REQUIRED ACTION: Every line below that holds the string "linejoin" must be copied.

○ ○ ○

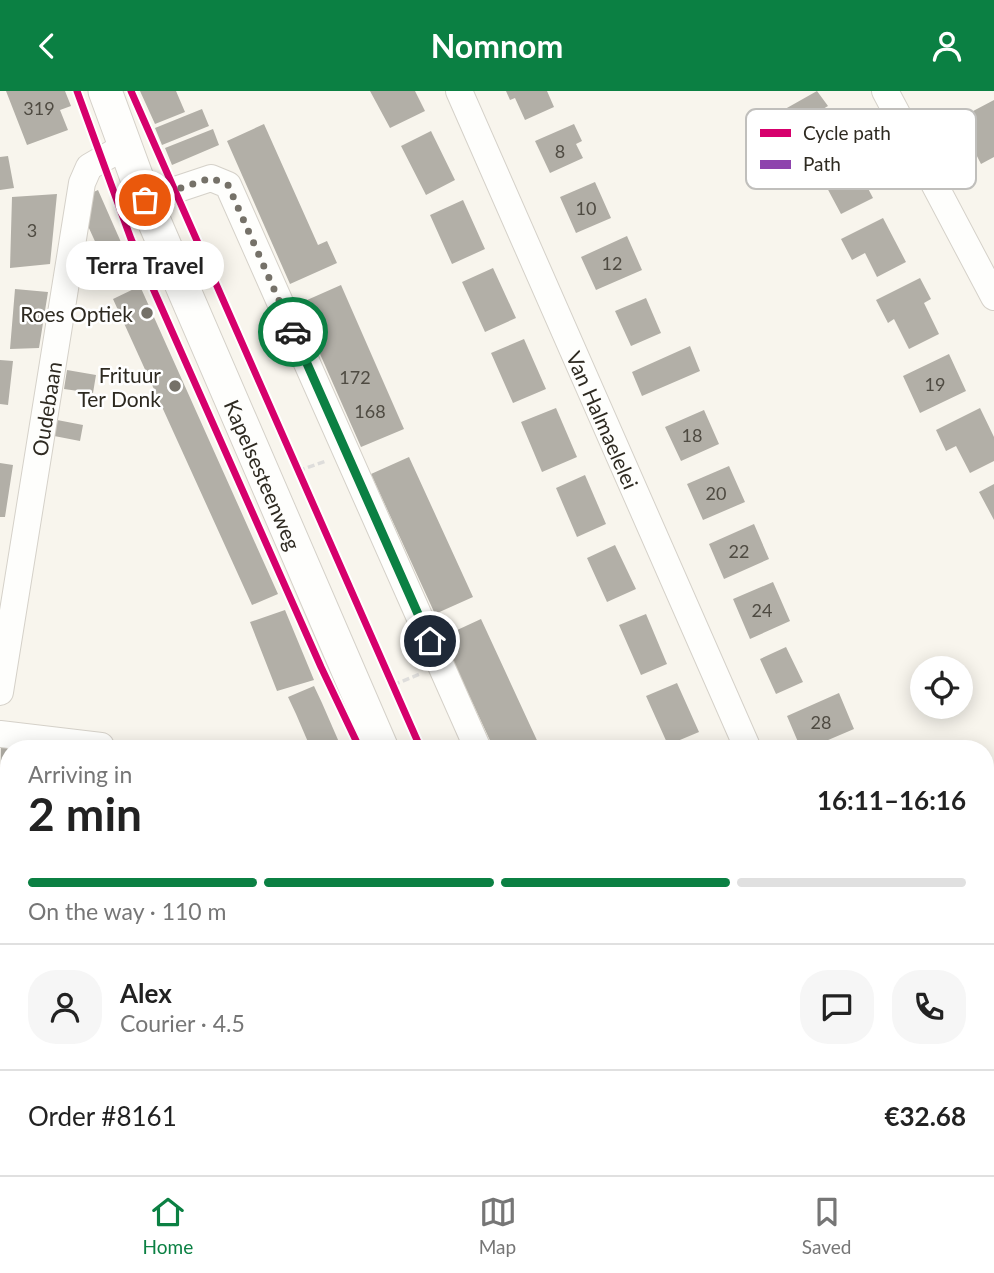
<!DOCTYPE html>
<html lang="en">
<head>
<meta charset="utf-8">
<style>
	body { margin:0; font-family:Lato,sans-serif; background:#f6f6f6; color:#222; height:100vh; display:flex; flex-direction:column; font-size:26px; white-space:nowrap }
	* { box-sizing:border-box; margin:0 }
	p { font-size:23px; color:#767676 }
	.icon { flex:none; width:38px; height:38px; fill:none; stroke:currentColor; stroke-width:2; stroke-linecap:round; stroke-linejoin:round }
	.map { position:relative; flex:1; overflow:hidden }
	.details { position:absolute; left:0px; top:649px; width:994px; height:436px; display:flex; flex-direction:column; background:#fff; border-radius:28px 28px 0 0; box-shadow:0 4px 18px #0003 }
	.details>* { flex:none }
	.fabs { position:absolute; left:910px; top:565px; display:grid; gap:14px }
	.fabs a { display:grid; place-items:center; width:63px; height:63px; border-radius:50%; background:#fff; box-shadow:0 4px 18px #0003; font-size:35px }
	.pin { position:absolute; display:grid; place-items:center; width:60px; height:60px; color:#fff; margin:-30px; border:4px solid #fff; border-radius:50%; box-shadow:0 2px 7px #0007 }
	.courier { position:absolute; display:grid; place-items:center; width:70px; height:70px; margin:-35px; border:5px solid #0b8043; border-radius:50%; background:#fff; color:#222; box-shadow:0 2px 9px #0007 }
	.bubble { position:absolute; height:49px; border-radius:24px; background:#fff; box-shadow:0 4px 18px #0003; font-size:23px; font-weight:700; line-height:49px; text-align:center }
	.overview em { font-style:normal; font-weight:700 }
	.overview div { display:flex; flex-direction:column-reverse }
	.overview { display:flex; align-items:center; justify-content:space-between; height:119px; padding:0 28px }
	h1 { font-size:46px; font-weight:700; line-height:52px }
	.bar { display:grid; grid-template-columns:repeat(4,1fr); gap:10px 7px; align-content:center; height:84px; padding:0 28px }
	.bar i { height:9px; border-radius:5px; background:#e0e0e0 }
	.bar .active { background:#0b8043 }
	.bar p { grid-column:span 4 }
	.line { display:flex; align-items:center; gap:18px; padding:0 28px; border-top:2px solid #e0e0e0 }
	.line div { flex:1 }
	.round { display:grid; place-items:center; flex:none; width:74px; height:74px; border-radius:28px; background:#f6f6f6 }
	header { display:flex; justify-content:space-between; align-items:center; height:91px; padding:0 28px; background:#0b8043; color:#fff; font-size:32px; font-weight:700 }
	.dock { display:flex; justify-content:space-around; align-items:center; height:98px; border-top:2px solid #e0e0e0; background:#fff; font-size:19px; color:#767676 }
	.dock a { display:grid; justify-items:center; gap:4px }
	.dock .active { color:#0b8043 }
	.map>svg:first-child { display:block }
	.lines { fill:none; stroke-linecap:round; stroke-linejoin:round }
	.stream { stroke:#d5be8e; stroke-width:6 }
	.building { fill:#b2afa7 }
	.minor-casing { stroke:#d5d1c9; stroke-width:28 }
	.major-casing { stroke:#d5d1c9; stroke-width:35 }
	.path { stroke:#dedddb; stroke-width:3.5; stroke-dasharray:7 3.5; stroke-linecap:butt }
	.minor { stroke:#fefefc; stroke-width:26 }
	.major { stroke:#fefefc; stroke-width:33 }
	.quiet { stroke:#8e44ad; stroke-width:5; stroke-dasharray:10 5; stroke-linecap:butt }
	.cycleway-casing { stroke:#fff; stroke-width:11 }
	.cycleway { stroke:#d6006c; stroke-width:7 }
	.done { stroke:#757168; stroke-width:7; stroke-dasharray:0 12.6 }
	.route { stroke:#0b8043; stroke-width:9 }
	.poi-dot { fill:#757168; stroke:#fff; stroke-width:2.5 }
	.labels { text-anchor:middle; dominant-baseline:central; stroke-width:5; stroke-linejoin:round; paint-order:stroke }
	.number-label { font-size:18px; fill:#4f4b42 }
	.poi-label { font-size:21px; fill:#2e2a21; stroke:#fff; text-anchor:end }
	.street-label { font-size:21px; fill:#2e2a21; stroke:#fff }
	.key { fill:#fff; stroke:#c0bfbc; stroke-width:2 }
	.key-label { font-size:19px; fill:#2e2a21 }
</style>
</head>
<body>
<header><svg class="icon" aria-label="back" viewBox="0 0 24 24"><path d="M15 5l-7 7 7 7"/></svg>Nomnom<svg class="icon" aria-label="person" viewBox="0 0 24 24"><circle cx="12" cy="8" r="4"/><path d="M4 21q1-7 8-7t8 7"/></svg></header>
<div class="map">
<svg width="994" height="1084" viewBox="0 0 994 1084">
	<rect width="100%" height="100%" fill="#f8f5ed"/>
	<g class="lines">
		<path class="stream" d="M985,761L994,759"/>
	</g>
	<path class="building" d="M6,0H65L71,15L60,19L68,39L27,54Z
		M140,0H176L185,21L155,33Z
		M370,0H415L425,20L390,37Z
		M506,0H547L554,16L525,29L515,7L510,9Z
		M817,0L828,15L823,18L837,42L807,60L792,35L787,38L778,22Z
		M994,9V66L981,73L958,28Z
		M202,18L209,35L162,54L155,37Z
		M264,33L318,154L327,150L337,172L290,193L227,50Z
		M574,33L582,50L576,53L583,67L550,82L535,50Z
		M213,38L219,54L172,74L165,57Z
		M431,40L455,89L426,104L401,55Z
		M853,61L863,80L860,82L873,107L841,123L818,80Z
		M8,65L14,97L0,99V66Z
		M595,91L611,127L576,142L560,106Z
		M98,99L135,183L114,192L88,135L87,104Z
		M57,103L50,173L10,177L12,106Z
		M463,109L485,158L452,173L430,124Z
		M883,127L906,171L877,186L865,162L852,169L841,148Z
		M627,145L642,179L596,199L581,166Z
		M493,177L516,227L485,241L462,191Z
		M920,187L931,208L924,212L939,243L909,258L894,228L888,232L876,209Z
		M341,194L404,338L361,356L298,213Z
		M140,195L278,503L252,514L113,208Z
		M15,198L48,201L39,257L10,258Z
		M646,207L661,242L631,255L615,220Z
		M524,248L546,298L513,312L491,262Z
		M690,255L700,280L642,305L632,281Z
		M949,263L966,300L920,322L903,285Z
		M0,269L13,270L8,314L0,313Z
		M67,279L96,284L93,302L64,298Z
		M556,317L577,366L542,381L521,331Z
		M980,317L994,346V370L970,382L956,355L946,360L936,339Z
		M704,319L719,353L681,370L665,336Z
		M52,328L83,334L80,350L49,344Z
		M409,366L473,506L435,523L371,383Z
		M0,372L13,374L5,426H0Z
		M729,375L745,411L703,429L687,393Z
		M585,384L606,433L577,446L556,397Z
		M994,393V429L979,401Z
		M754,433L769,468L724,488L709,453Z
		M615,454L636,498L607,511L587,467Z
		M773,491L790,530L750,548L733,508Z
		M285,519L314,589L277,600L250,531Z
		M646,523L667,573L641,584L619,534Z
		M481,528L541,658H494L442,546Z
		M786,556L803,591L776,603L760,568Z
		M677,592L699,641L668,654L646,605Z
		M314,595L322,612L342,658H311L296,623L288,606Z
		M839,602L854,638L807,658H801L787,625Z
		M1,652L37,658H9V801L0,800Z
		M994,691V728L985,730V692Z
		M0,803H9V822L0,823Z
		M9,838V983H0V839Z
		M994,839V874L985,875V840Z
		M987,965L992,991H994V1031H991L985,1012V966Z
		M9,1020V1048L2,1049L0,1021Z
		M638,1076H696L697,1081L690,1084H642Z
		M843,1076H871L874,1083L825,1084Z"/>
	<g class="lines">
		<g class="minor-casing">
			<g id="minor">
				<path id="s1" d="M459,0L748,658"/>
				<path d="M885,0L994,206"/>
				<path d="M145,109L211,87L228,94L478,658"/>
				<path id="s2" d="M0,601L82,92L89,76L125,55"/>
				<path d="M0,643L101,655"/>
				<path d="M985,782L994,781"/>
				<path d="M0,1007L9,1006"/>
				<path d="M0,1071L3,1084"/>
				<path d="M950,1076L960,1084"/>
			</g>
		</g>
		<g class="major-casing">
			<g id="major">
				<path id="s3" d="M105,0L145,109L382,658"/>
				<path d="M567,1076L571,1084"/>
			</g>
		</g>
		<path class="path" d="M298,380L326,370
			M393,594L420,583"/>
		<use href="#minor" class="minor"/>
		<use href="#major" class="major"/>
		<path class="quiet" d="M0,1071L3,1084"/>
		<g class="cycleway-casing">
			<path id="cycleway" d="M77,0L131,148L321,576L360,658
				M131,0L421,658"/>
		</g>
		<use href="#cycleway" class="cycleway"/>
	</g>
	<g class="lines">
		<path class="done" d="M145,109L211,87L228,94L293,241"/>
		<path class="route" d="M293,241L430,550"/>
	</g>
	<g class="poi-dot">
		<circle cx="147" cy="222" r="7"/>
		<circle cx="175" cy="295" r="7"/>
	</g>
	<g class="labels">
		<g class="number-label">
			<text x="39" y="17">319</text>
			<text x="560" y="60">8</text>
			<text x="586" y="117">10</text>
			<text x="32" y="139">3</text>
			<text x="612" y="172">12</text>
			<text x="355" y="286">172</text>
			<text x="935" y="293">19</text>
			<text x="370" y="320">168</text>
			<text x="692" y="344">18</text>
			<text x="716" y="402">20</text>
			<text x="739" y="460">22</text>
			<text x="762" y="519">24</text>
			<text x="821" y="631">28</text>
		</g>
		<g class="poi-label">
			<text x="133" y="222">Roes Optiek</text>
			<text x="161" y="283">Frituur<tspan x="161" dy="24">Ter Donk</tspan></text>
		</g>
		<g class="street-label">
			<text stroke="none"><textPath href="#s2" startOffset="287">Oudebaan</textPath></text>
			<text stroke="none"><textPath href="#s1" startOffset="359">Van Halmaelelei</textPath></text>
			<text stroke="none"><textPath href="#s3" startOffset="415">Kapelsesteenweg</textPath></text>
		</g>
	</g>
	<rect x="746" y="18" width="230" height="80" rx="10" class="key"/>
	<rect x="760" y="38" width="31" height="8" fill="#d6006c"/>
	<rect x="760" y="69" width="31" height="9" fill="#8e44ad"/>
	<g class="key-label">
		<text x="803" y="49">Cycle path</text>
		<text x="803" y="80">Path</text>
	</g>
</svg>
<div class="fabs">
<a><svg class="icon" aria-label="locate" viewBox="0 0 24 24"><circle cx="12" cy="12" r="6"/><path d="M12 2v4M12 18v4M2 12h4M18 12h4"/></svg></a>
</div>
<div class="pin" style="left:145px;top:109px;background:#ea580c"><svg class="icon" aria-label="bag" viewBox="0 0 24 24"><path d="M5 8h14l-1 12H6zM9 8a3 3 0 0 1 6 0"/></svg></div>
<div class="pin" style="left:430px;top:550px;background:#1f2937"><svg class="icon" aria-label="home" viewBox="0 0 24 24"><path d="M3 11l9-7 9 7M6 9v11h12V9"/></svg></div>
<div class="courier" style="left:293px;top:241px"><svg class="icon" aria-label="car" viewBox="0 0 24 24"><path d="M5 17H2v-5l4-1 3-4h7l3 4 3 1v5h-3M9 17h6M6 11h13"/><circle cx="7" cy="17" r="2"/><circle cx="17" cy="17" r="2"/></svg></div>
<div class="bubble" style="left:66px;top:150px;width:158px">Terra Travel</div>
<section class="details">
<div class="overview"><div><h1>2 min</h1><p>Arriving in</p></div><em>16:11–16:16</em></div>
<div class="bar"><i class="active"></i><i class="active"></i><i class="active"></i><i></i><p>On the way · 110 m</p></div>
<div class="line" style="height:126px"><a class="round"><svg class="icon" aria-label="person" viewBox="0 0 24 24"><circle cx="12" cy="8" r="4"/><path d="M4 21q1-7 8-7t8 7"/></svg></a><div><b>Alex</b><p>Courier · 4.5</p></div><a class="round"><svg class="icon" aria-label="chat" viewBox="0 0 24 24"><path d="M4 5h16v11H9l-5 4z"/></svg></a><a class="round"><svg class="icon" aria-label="phone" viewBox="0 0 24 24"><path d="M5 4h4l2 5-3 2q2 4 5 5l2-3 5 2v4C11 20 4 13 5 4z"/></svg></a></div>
<div class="line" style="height:91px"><div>Order #8161</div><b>€32.68</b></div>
</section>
</div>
<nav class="dock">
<a class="active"><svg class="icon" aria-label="home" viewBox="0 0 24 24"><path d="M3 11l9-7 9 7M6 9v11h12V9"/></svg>Home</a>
<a><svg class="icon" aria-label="map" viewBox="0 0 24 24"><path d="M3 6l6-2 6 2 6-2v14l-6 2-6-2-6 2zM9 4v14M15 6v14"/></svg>Map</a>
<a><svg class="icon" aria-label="saved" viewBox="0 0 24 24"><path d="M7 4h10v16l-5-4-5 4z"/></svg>Saved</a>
</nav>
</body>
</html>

○ ○ ○

ANSWER TO THE EXERCISE:
	.icon { flex:none; width:38px; height:38px; fill:none; stroke:currentColor; stroke-width:2; stroke-linecap:round; stroke-linejoin:round }
	.lines { fill:none; stroke-linecap:round; stroke-linejoin:round }
	.labels { text-anchor:middle; dominant-baseline:central; stroke-width:5; stroke-linejoin:round; paint-order:stroke }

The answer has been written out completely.